Hosting anything is not easy. I self-host a Nextcloud server and I’ve written a blog post in the past about how this was not an easy endeavor initially. It was time consuming, requiring hardware and lots of trial-and-error, and at the end of the day my server is still extremely slow and occasionally breaks. Hosting anything at scale is a nightmare. That’s one reason I’ve never expanded my Nextcloud instance to the general public. Once you open something up to the public, there’s a whole new host of questions and issues that go into it. I have to manage user quotas to ensure nobody takes over the entire server, I have to make sure it’s safe from cyberattack, and I have to ensure that I’m protecting user data from things like law enforcement or unethical ISP snooping on my own network. Publicly offering a privacy service is a responsibility, and people will expect you to be responsible.

This is where things get especially tricky. Let’s talk about money. I personally believe that information should be free. The world is a better place when we’re all educated and knowledgeable and we have the knowledge to improve ourselves to reach our goals. That’s why there’s so much emphasis on sending kids to school in developing nations. Knowledge opens doors that would otherwise remain closed. Not always, of course, but generally speaking. But what about services? If you offer a service, do you have any right to expect payment? I’m not sure there’s a right answer here. I also believe that privacy is a human right, and as such human rights should be accessible. Saying “it rains, you can go collect that water” does not count as honoring the human right to water, and neither does saying “here’s a free course in programming, go build your own messenger.” Even if it was, there’s real costs that go into that aside from time. There’s the components that make up the electronic device, there’s the physical infrastructure of the internet, the devices needed for storage, and of course the knowledge to repair those devices when they break which is a completely different skill set than programming. Knowing how to select the right components to build a computer and knowing the right software to use on that computer are two distinct but equally critical skill sets – I know that they’re not mutually exclusive, that’s just an example.
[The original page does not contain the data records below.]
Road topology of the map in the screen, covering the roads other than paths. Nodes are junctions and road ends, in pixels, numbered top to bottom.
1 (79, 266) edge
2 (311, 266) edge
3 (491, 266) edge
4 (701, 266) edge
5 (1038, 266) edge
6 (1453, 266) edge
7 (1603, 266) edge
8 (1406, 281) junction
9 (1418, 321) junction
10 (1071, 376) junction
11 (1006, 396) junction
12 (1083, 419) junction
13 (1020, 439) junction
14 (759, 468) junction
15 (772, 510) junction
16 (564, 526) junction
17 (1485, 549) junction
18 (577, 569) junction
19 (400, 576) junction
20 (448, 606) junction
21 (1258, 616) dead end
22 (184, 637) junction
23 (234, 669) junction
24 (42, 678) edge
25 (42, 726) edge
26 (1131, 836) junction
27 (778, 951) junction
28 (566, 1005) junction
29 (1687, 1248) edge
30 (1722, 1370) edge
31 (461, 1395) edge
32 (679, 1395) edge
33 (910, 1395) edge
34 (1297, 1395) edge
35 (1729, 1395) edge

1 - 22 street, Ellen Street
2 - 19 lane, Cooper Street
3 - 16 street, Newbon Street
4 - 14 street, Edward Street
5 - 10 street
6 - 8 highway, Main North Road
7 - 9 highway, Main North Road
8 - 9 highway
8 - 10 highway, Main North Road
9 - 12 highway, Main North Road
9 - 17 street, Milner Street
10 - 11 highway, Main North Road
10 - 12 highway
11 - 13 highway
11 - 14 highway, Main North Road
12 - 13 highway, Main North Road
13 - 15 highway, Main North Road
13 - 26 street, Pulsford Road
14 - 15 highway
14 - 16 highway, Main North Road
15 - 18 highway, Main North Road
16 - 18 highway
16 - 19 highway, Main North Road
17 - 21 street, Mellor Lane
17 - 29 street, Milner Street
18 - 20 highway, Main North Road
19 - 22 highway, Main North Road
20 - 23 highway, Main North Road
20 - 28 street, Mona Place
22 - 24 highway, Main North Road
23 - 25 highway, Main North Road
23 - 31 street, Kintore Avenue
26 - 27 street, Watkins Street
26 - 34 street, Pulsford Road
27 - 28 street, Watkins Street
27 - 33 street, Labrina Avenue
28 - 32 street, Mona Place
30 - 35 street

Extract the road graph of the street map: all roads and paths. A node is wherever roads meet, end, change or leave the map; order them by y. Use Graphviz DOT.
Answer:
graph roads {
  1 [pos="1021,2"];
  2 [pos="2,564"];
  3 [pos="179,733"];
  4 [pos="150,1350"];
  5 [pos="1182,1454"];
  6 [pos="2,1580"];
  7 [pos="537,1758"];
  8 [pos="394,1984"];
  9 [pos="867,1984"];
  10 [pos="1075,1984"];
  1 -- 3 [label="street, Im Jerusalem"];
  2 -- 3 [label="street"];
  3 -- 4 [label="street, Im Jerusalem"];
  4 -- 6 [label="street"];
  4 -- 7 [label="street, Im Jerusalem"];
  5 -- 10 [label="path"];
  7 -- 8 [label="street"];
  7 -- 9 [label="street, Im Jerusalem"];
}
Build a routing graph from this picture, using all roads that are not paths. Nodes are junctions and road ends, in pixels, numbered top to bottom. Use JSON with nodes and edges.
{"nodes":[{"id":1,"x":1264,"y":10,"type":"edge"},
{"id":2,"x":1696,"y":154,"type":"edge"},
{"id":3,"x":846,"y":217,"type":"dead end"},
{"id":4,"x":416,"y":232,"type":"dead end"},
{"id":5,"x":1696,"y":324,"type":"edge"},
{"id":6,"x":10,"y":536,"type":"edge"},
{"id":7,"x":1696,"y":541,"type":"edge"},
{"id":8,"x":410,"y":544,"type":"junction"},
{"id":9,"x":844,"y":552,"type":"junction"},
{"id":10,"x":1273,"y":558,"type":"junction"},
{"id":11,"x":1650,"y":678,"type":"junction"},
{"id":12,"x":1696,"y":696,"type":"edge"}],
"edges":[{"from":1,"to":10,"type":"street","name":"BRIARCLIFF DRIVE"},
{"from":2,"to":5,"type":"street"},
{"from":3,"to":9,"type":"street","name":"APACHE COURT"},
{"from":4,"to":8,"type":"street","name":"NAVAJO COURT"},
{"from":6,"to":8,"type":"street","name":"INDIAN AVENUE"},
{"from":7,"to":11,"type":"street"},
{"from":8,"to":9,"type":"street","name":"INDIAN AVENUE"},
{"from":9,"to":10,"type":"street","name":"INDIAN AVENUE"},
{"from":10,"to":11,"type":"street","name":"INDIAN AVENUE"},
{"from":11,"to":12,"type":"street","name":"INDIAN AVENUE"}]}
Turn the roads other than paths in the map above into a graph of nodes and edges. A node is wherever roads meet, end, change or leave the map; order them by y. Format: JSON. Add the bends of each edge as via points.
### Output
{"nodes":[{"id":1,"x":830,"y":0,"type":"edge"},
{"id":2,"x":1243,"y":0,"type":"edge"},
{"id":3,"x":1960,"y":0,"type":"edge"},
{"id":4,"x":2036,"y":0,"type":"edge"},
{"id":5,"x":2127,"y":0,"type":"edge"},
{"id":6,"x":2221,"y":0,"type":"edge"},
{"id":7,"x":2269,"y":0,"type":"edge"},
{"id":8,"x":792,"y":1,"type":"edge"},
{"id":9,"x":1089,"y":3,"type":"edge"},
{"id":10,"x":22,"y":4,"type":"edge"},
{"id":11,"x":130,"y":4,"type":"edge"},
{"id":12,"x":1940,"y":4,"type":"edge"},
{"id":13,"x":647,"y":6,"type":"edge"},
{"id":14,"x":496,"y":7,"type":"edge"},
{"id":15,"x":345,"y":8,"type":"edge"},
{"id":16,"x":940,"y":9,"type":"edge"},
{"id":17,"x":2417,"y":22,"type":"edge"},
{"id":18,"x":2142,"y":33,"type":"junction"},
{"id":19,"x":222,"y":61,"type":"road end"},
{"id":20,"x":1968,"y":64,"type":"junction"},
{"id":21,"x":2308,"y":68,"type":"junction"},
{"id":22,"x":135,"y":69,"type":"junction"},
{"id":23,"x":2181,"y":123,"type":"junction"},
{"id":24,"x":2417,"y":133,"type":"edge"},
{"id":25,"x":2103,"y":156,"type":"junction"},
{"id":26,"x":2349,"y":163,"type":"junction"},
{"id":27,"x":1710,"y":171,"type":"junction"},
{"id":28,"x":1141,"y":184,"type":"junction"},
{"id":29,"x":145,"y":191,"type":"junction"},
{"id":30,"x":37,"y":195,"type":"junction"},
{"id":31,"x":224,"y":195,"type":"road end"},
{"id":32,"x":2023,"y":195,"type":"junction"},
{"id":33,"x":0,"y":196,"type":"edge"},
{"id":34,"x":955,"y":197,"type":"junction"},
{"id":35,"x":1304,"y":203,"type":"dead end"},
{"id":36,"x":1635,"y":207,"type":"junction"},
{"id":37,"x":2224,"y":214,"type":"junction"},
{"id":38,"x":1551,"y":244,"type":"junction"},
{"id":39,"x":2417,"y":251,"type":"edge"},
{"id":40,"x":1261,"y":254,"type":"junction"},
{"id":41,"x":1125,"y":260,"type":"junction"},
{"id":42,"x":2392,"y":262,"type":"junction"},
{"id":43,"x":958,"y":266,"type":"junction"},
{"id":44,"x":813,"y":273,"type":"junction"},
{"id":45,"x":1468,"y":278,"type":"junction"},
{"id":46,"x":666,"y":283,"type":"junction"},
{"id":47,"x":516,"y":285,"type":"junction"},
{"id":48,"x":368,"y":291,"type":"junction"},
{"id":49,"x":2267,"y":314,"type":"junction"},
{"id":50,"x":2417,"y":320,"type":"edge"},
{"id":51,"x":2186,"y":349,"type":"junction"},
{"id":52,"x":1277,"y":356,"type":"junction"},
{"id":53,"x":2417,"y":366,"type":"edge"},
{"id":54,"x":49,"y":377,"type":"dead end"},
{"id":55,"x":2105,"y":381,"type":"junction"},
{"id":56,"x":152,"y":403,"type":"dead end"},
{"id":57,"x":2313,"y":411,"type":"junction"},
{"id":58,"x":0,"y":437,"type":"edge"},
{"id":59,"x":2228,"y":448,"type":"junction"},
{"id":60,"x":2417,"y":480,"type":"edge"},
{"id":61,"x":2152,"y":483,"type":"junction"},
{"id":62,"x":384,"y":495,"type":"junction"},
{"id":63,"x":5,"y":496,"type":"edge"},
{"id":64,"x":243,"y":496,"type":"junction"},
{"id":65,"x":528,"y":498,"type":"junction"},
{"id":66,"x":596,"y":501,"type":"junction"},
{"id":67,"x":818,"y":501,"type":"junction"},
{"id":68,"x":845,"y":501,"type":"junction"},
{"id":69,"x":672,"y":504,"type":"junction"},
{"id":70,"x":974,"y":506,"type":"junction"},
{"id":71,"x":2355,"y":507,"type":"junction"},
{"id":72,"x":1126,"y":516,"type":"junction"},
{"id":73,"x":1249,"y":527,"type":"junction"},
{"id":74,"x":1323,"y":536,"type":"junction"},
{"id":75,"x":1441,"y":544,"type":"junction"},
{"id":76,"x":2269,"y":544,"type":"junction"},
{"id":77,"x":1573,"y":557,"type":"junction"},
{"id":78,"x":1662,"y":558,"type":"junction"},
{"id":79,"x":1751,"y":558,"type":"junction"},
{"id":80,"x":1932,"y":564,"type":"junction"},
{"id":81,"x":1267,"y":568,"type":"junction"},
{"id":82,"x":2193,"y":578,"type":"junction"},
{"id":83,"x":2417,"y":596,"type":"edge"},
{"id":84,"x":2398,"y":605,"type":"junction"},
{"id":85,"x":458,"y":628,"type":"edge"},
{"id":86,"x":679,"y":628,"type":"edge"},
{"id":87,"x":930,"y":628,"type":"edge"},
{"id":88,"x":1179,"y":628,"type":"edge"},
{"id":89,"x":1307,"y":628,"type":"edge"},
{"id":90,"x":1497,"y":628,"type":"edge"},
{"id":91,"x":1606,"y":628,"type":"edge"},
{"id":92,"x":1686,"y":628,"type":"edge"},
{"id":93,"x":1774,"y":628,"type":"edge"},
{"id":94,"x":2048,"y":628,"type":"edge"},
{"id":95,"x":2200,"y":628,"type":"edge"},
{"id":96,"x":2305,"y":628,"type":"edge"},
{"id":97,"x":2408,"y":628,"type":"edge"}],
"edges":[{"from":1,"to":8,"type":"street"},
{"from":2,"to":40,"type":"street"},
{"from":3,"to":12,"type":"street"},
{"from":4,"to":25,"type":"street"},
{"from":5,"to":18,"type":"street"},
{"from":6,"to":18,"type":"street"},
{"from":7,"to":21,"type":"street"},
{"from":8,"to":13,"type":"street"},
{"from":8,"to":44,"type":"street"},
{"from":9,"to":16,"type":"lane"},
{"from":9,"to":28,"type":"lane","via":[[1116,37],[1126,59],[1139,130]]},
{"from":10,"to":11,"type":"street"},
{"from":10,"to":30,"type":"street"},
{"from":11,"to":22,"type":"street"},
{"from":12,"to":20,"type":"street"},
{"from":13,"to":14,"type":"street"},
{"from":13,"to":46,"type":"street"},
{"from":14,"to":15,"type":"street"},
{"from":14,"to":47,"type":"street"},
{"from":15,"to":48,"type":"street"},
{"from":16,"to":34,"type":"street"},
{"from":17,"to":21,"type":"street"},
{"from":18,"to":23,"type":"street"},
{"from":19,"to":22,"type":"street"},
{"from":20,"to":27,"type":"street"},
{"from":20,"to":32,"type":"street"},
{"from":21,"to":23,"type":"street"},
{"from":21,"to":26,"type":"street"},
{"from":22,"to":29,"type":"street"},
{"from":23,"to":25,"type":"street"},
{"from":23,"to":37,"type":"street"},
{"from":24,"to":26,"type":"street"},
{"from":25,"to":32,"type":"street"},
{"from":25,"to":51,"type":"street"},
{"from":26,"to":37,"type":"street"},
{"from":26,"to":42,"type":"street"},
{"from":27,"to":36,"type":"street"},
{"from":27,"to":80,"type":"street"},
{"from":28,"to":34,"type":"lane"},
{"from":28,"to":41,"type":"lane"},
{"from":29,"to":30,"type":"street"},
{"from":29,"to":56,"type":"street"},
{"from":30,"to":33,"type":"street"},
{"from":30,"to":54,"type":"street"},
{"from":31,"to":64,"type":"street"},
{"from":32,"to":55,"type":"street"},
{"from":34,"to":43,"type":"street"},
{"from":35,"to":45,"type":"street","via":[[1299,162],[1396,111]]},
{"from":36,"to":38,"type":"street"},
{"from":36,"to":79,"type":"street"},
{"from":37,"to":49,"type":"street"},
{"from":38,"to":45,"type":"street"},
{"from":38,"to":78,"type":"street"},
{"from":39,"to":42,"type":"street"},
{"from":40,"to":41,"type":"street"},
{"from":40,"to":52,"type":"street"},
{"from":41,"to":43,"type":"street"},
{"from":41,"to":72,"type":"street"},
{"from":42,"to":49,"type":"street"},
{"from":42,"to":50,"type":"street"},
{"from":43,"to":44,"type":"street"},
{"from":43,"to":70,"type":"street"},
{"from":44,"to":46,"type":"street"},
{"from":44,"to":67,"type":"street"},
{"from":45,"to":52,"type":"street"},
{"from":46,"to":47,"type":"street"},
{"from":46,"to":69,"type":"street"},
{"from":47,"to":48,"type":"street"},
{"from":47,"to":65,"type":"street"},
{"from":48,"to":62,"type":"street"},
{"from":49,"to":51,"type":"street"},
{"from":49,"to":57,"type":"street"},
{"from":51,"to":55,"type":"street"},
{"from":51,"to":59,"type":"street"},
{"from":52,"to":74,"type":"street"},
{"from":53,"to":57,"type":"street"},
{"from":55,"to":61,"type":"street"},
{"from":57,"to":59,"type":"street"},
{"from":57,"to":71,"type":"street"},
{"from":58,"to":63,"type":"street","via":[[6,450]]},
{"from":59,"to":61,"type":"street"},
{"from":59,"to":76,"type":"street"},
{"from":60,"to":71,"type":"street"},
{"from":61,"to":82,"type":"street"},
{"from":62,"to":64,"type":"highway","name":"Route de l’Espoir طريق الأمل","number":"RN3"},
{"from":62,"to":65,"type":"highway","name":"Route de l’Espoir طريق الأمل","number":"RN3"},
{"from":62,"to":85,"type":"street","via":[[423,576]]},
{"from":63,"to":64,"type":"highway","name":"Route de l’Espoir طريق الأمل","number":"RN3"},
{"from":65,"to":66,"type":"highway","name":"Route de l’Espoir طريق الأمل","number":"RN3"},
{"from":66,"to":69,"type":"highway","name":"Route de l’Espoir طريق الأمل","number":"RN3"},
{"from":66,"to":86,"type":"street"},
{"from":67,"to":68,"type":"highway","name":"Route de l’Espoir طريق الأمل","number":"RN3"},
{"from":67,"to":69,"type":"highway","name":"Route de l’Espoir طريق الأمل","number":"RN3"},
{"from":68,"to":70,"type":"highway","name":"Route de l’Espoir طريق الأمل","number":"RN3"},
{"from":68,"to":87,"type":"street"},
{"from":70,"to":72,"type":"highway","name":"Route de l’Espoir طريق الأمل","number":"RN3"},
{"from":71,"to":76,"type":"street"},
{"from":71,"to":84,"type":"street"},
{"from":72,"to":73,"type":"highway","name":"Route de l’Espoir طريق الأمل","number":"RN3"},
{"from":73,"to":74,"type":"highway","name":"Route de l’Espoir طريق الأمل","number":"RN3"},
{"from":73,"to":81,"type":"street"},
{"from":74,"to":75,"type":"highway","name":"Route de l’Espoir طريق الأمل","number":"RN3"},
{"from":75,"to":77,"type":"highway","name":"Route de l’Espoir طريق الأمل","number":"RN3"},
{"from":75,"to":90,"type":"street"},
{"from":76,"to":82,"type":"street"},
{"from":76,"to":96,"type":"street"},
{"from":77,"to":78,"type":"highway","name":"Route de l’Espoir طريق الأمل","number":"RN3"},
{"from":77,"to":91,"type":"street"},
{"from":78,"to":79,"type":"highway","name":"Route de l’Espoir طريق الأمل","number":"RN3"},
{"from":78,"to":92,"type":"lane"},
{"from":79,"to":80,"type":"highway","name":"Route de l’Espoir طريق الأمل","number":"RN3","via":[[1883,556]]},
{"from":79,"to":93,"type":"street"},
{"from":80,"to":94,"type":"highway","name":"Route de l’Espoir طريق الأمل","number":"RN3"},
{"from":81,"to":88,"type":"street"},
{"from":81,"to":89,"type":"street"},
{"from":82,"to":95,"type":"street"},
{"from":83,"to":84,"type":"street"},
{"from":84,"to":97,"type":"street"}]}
Sometimes very specialized skills ARE mutually exclusive simply due to time and resource constraints. In my industry – audio/video – I once heard somebody lament “why are there so many audio engineers and no lighting engineers? You can throw a rock and hit ten audio engineers – all of the super talented – but if you can find one mediocre lighting guy you’re lucky.” The reason might be because a Shure SM57 – the most versatile and universal professional microphone around – costs $80 brand new. Meanwhile, an entry level light costs $500 – entry level, that’s not even a good one you’d find at any given event. And let’s not even talk about space and storage constraints (a light fixture is many times larger than most microphones), the fact that you can only use one light at a time while you can record and playback multiple mics at once, etc. The point is, the barrier to entry for lighting is much higher. Likewise, the barrier to entry to get really good at any specific tech-related skill can also often be high. Learning HTML and CSS is a breeze. Learning python and Javascript is still on my to-do list.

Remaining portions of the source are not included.